■ **TO DO**
Between the line containing "ring mcp: (500, 272)" and the line containing "middle dip: (484, 274)" lies a run of lines; give that run again exactly, with both of those lines, and nothing else from the entries below.

■ **GIVEN INFORMATION**
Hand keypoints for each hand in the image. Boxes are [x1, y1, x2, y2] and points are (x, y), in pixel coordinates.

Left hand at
...
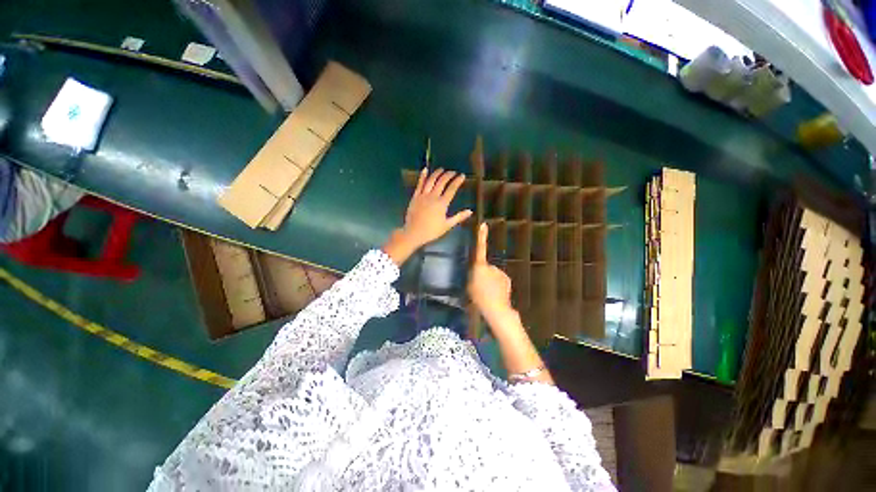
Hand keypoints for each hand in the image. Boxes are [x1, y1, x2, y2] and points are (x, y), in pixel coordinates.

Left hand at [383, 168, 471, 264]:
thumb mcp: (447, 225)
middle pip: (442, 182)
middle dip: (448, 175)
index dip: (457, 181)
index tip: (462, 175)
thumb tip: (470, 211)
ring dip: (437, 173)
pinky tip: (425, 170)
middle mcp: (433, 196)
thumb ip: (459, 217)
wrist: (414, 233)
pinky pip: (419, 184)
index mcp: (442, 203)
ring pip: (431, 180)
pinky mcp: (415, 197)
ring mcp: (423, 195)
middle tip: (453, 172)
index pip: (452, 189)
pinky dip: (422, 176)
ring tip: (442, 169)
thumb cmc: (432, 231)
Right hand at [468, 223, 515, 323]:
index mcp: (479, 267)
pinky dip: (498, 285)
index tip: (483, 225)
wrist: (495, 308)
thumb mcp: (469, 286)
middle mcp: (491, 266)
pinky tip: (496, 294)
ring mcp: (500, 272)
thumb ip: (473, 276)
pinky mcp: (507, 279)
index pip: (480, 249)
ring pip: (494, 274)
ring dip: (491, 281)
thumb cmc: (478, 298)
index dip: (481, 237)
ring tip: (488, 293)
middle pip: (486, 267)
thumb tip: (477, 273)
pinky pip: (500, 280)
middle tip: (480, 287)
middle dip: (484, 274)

■ **WRITTEN REPLY**
ring mcp: (500, 272)
thumb ip: (473, 276)
pinky mcp: (507, 279)
index pip: (480, 249)
ring pip: (494, 274)
ring dip: (491, 281)
thumb cmc: (478, 298)
index dip: (481, 237)
ring tip: (488, 293)
middle pip: (486, 267)
thumb tip: (477, 273)
pinky pip: (500, 280)
middle tip: (480, 287)
middle dip: (484, 274)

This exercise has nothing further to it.